1 Scientific objectives

Ordinary matter in the Universe is primarily in the plasma state. It is the hot dilute plasma between galaxies and galaxy clusters, and not stars, that dominates baryonic matter. Hot dilute plasma can also be found within galaxies, such as in the interstellar medium, in outer atmospheres and stellar winds of stars, coronas or accretion disks. Astrophysical plasmas are turbulent, and dissipation of turbulent fluctuations due to large-scale shear motions, shock waves, jets and other large-scale instabilities and processes leads to continuous plasma heating and to acceleration of plasma particles. Understanding basic processes of particle energization in turbulent magnetized plasmas is of fundamental importance to understand the evolution of the Universe.
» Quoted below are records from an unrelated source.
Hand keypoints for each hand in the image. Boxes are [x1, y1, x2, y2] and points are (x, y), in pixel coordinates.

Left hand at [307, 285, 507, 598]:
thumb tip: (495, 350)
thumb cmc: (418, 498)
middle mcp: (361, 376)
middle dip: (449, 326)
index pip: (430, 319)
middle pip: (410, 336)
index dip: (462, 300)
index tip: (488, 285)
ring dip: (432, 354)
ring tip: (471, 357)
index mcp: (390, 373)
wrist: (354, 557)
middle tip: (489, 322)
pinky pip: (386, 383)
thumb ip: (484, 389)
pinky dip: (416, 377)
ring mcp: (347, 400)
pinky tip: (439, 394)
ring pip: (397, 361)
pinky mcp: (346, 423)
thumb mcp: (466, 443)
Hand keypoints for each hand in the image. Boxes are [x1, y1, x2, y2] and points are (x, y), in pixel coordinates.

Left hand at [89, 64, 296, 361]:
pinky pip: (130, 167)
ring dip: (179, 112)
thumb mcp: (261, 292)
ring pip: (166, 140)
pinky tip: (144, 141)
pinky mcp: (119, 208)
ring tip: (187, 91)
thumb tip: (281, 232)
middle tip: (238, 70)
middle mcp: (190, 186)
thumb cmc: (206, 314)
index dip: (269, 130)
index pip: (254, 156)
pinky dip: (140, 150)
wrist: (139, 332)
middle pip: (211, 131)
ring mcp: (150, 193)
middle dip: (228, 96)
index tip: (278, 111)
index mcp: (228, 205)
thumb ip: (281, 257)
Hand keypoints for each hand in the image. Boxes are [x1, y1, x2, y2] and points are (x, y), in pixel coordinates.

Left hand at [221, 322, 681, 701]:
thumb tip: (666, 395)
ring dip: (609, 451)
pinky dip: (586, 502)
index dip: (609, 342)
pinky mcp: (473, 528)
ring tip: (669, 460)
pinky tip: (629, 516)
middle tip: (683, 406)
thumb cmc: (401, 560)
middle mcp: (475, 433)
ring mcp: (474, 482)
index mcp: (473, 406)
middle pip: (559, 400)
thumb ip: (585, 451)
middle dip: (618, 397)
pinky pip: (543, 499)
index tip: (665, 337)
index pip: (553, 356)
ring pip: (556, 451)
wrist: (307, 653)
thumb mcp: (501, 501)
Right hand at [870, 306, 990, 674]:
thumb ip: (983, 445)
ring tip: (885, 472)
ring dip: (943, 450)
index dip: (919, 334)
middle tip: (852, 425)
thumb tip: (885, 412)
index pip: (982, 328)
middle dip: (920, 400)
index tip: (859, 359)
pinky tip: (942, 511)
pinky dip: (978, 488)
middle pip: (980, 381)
While turbulent fluctuations in astrophysical plasmas reach scales as large as entire galaxies, most of the irreversible dissipation of energy associated with turbulent fluctuations occurs at the very small scales – the kinetic scales. The efficiency of plasma heating, the partitioning of energy transferred to different particle species, the acceleration of particles to high energies – all are strongly governed by kinetic processes that determine how turbulent electromagnetic fluctuations dissipate. Thus, plasma processes at kinetic scales will directly affect the large-scale properties of astrophysical plasmas.
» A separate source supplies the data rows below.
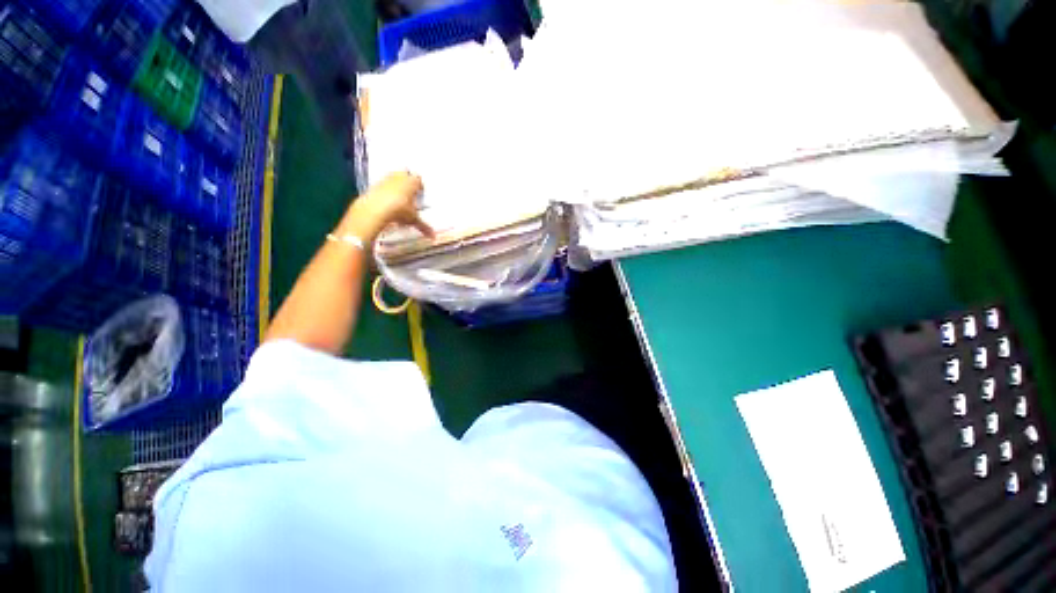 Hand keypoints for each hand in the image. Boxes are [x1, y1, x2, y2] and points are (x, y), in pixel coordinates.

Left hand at [341, 172, 433, 242]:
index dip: (420, 186)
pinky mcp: (375, 183)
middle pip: (406, 174)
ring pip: (394, 177)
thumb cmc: (400, 210)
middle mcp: (400, 177)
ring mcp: (386, 179)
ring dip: (396, 184)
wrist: (375, 208)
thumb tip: (433, 236)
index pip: (419, 180)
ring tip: (398, 197)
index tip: (420, 193)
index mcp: (412, 182)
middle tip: (410, 193)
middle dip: (407, 181)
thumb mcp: (413, 219)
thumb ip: (423, 226)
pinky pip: (383, 184)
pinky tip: (387, 201)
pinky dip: (386, 190) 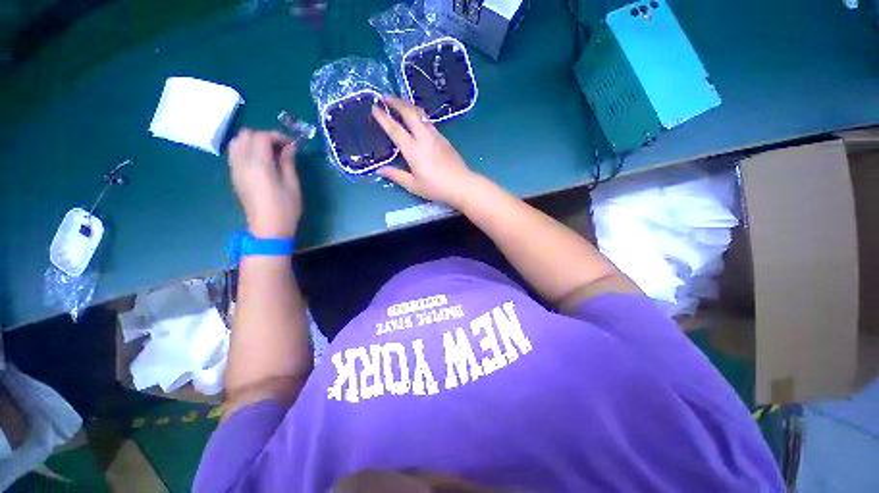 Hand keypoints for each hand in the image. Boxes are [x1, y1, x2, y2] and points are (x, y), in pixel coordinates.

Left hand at [228, 129, 301, 237]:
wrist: (268, 228)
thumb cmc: (285, 207)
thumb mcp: (292, 184)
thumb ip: (288, 162)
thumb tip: (290, 147)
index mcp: (258, 164)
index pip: (262, 137)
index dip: (278, 136)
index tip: (291, 144)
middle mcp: (242, 162)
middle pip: (246, 135)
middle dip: (264, 136)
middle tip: (281, 148)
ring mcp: (235, 169)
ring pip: (237, 142)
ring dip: (253, 142)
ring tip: (270, 153)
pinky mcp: (234, 176)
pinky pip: (235, 153)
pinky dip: (246, 150)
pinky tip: (261, 161)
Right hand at [371, 96, 476, 206]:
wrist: (462, 185)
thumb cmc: (436, 188)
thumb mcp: (413, 185)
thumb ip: (396, 176)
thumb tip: (380, 170)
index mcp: (413, 150)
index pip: (395, 129)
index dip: (384, 118)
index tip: (374, 107)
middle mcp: (424, 138)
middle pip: (410, 113)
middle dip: (397, 102)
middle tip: (386, 96)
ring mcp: (436, 136)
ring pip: (421, 115)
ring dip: (409, 106)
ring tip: (400, 103)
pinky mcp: (444, 139)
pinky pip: (429, 122)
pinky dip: (419, 116)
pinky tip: (417, 120) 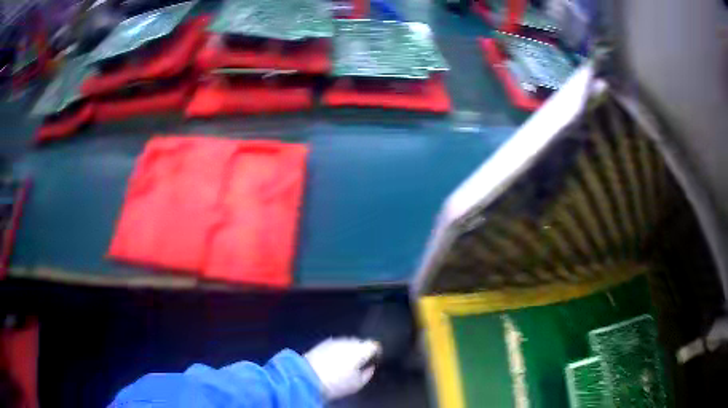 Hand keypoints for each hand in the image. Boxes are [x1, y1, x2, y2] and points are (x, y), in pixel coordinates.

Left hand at [304, 337, 380, 400]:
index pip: (375, 345)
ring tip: (346, 363)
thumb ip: (368, 373)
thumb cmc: (337, 383)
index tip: (375, 361)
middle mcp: (349, 341)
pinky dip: (337, 350)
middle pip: (361, 342)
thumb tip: (370, 366)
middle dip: (362, 351)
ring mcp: (334, 340)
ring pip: (347, 343)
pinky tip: (334, 360)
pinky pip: (335, 345)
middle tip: (360, 364)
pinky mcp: (322, 343)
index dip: (377, 352)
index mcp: (361, 349)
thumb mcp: (358, 384)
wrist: (307, 377)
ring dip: (349, 350) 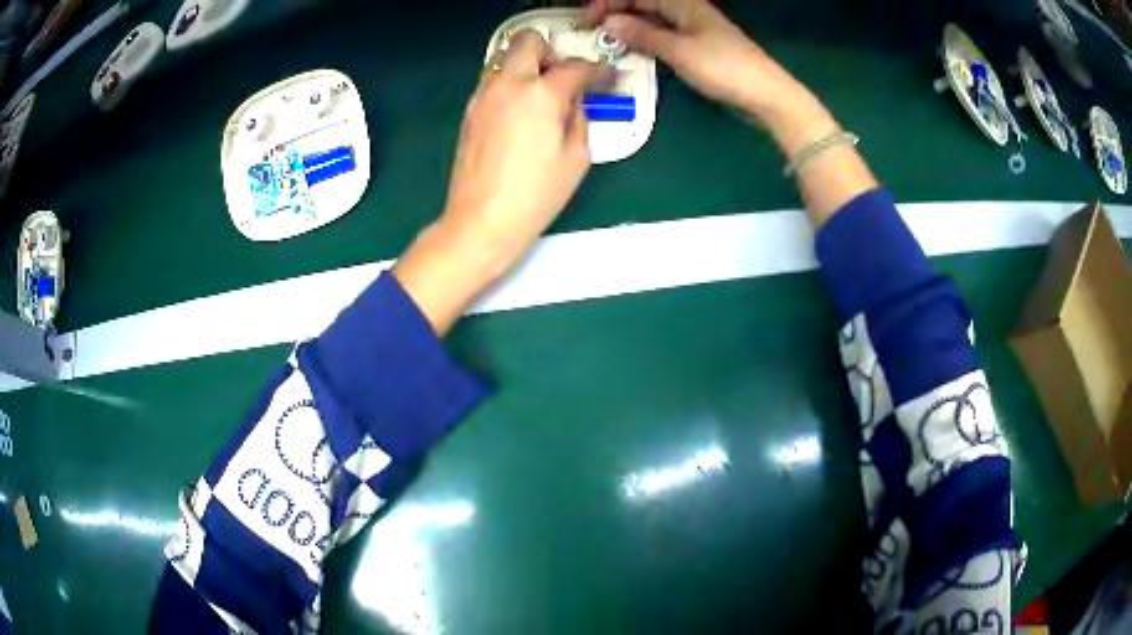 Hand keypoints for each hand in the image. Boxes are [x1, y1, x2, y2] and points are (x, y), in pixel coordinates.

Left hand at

Turbulence Heating ObserveR (THOR) will be the first mission flown in space dedicated to plasma turbulence and heating. It will explore the kinetic processes that determine plasma heating and particle energization, their efficiency for different plasma species and their relative importance in different turbulent regimes, see table 1. THOR will provide closure of these fundamental questions by making detailed in situ measurements of the closest available dilute and turbulent magnetized plasmas at unprecedented temporal and spatial resolution. THOR focuses on key science regions – pristine solar wind, Earth’s bow shock and interplanetary shocks and compressed solar wind regions downstream of shocks, see figure 1. These regions are selected because of their differing turbulent fluctuation characteristics, and they reflect similar astrophysical environments. In addition, both spatial and temporal characteristic plasma scales in the key science regions are sufficiently large, so that the particle instruments are able to resolve the kinetic scales, see figure 2. THOR will spend long intervals also in other regions, such as the magnetotail, where a lot of important science questions will be addressed. However, the design of payload and mission is optimized to maximize the scientific return from the key science regions. The THOR spacecraft will carry, for the first time, a comprehensive payload tailored to explore plasma energization in turbulence, with both fields and particle instrumentation that will allow the simultaneous resolution of both the turbulent fluctuations and the signature of the resultant plasma energization. The payload consists of mature instruments with recent flight heritage. THOR will also open new paths by providing measurements that go beyond our current theoretical expectations, thus allowing the exploration of new physics and challenging our current theories.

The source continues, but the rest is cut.